Repair or replacement of a powered/motorized wheelchair, pushrim activated power assist device (an addition to a manual wheelchair to convert to a PAPAW) or POV is considered medically necessary when:

  1. Needed for normal wear or accidental damage; or
  2. The changes in the individual’s condition warrant additional or different equipment, based on clinical documentation.

Power seating systems (for example, tilt only, recline only, or combination tilt and recline with or without power elevating leg rests) are considered medically necessary when the following criteria have been met:

  1. The power wheelchair criteria above are met; and
  2. Any of the following are present:
    1. The individual is at high-risk for development of a pressure ulcer and is unable to perform a functional weight shift; or
    2. The individual uses intermittent catheterization for bladder management and is unable to independently transfer from the power wheelchair to bed; or
    3. The individual requires power seating system to manage increased tone or spasticity.

Power seat elevation systems are considered medically necessary when the following criteria are met:

  1. The power wheelchair criteria above are met; and
  2. The individual performs weight bearing transfers to/from the power wheelchair while in the home, using either their upper extremities during a non-level (uneven) sitting transfer and/or their lower extremities during a sit to stand transfer.

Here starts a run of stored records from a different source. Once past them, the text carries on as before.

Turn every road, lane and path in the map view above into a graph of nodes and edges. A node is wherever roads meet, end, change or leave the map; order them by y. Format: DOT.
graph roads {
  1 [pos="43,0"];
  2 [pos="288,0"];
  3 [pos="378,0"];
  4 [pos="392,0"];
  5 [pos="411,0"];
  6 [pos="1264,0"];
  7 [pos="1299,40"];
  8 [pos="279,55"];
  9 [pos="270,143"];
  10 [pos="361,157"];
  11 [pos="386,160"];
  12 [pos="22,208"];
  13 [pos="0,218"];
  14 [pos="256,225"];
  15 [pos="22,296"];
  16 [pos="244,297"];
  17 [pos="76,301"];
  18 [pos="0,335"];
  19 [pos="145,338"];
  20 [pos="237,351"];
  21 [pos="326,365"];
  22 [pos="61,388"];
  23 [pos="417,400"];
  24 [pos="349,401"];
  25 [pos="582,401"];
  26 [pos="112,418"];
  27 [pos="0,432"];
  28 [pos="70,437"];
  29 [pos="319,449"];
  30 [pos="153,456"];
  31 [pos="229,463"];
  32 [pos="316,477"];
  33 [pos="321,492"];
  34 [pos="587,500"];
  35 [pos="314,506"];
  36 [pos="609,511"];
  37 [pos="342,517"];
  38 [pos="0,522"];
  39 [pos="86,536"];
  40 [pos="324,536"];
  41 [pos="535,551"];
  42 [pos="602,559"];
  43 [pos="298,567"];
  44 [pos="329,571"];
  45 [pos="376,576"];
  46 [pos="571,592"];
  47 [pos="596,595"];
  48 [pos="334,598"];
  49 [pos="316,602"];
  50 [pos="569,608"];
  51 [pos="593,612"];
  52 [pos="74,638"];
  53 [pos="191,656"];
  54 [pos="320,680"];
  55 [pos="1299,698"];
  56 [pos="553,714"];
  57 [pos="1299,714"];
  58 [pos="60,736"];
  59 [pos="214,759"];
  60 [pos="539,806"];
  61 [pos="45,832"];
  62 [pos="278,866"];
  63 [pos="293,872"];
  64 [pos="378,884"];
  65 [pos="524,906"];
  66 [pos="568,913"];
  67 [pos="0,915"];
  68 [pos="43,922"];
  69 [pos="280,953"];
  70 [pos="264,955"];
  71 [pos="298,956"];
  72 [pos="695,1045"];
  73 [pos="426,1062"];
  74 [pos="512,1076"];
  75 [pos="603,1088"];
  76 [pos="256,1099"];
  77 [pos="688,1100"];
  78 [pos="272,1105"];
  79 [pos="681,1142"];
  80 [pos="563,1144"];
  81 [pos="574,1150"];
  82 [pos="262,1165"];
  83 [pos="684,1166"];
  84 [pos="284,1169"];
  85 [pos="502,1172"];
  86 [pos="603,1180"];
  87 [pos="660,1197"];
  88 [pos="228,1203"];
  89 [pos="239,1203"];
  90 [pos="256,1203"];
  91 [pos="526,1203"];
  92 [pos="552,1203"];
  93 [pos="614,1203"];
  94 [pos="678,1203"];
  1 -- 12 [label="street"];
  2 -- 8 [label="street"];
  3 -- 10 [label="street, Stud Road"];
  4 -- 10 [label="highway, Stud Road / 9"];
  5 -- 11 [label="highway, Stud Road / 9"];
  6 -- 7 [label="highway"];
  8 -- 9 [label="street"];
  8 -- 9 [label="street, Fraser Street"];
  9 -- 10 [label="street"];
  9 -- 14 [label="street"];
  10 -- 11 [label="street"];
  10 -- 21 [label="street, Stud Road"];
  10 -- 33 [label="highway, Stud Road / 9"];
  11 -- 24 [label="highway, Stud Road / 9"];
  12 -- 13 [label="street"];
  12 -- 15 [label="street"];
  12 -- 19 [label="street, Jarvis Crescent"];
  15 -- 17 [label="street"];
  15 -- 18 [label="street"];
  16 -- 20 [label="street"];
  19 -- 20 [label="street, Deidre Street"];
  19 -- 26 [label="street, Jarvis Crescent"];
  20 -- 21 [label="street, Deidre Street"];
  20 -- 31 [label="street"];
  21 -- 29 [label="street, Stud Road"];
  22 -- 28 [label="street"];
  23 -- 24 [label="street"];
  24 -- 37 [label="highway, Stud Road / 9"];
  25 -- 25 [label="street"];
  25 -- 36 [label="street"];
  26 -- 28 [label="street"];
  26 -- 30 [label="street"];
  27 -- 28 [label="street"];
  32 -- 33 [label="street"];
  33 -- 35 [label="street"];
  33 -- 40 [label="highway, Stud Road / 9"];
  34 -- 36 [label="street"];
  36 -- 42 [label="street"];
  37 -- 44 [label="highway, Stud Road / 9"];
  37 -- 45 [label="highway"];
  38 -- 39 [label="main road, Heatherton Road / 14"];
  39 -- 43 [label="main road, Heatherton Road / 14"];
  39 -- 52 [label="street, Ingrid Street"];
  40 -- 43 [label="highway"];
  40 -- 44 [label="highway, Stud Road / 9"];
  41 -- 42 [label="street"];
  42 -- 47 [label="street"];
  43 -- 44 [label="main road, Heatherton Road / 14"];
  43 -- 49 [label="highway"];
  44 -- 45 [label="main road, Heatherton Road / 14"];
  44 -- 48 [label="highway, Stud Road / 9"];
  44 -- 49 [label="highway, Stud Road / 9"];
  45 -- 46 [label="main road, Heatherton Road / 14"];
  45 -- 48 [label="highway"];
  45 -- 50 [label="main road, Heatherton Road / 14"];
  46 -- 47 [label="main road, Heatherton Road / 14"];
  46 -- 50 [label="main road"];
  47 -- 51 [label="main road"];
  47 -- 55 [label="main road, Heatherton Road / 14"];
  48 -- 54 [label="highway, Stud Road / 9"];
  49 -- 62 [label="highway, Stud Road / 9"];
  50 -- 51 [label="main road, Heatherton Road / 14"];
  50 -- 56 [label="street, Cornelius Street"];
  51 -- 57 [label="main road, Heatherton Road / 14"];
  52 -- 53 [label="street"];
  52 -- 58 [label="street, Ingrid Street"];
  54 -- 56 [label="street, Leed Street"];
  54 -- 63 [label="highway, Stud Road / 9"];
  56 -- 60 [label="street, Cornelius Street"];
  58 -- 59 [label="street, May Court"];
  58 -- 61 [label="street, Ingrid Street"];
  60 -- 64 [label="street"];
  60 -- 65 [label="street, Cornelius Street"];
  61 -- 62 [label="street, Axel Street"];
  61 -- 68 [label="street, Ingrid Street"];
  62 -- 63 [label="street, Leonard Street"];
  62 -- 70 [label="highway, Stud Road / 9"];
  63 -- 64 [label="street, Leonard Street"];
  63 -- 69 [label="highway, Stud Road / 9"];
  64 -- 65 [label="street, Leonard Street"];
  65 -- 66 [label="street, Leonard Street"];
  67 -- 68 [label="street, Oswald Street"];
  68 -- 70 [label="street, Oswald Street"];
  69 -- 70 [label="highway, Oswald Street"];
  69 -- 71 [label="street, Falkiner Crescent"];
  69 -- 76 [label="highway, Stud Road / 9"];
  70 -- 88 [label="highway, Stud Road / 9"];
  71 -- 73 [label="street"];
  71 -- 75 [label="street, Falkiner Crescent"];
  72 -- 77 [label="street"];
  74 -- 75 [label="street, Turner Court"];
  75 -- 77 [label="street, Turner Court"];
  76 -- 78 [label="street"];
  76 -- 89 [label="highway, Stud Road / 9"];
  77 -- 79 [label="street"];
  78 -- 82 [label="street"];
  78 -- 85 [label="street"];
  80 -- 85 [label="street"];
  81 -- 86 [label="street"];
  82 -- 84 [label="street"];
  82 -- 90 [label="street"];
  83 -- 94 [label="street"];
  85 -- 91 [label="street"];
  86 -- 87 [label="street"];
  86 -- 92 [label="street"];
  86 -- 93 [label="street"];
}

Transfers may be accomplished with or without caregiver assistance and/or the use of assistive equipment (e.g., sliding board, cane, crutch, walker); and
  3. The individual has undergone a specialty evaluation by a practitioner who has specific training and experience in rehabilitation wheelchair evaluations, such as a physical therapist (PT) or occupational therapist (OT), that assesses the individual’s ability to safely use the seat elevation equipment in the home.

Not Medically Necessary:

A powered/motorized wheelchair, PAPAW or POV are considered not medically necessary for any of the following:

  1. The individual is capable of ambulation within the home but the powered mobility device is required for movement outside the home; or
  2. When solely intended for use outdoors; or
  3. A device that exceeds the basic device requirements for the individual’s condition or needs; or
  4. A backup powered/motorized wheelchair or POV in case the primary device requires repair.

Powered seating systems and power seat elevation systems are considered not medically necessary when the above criteria are not met.

Repair or replacement of a powered/motorized wheelchair, pushrim activated power assist device (an addition to a manual wheelchair to convert to a PAPAW) or POV is considered not medically necessary when:

  1. The repair or replacement criteria above have not been met; or
  2. The powered/motorized wheelchair, pushrim activated power assist device (an addition to a manual wheelchair to convert to a PAPAW) or POV proposed for repair or replacement does not meet medical necessity criteria noted above.

Wheelchair options/accessories/features for powered/motorized wheelchairs, with or without power seating systems, pushrim activated power assist device (an addition to a manual wheelchair to convert to PAPAWs) or power operated vehicles (POVs) are considered not medically necessary when:

  1. The item was considered not medically necessary when purchased; or
  2. For any of the following intended uses: 
    1. Is generally for use outdoors; or
    2. Exceeds that which is medically necessary for the member’s condition; or
    3. Is a backup for current options/accessories or anticipated as future needs; or
    4. Is to allow the member to perform leisure or recreational activities; or
    5. Is primarily for the comfort and convenience of the individual (additional feature which is a non-standard or deluxe item); or
    6. Includes computerized systems to assist with functions such as seat elevation and navigation over curbs, stairs, or uneven terrain.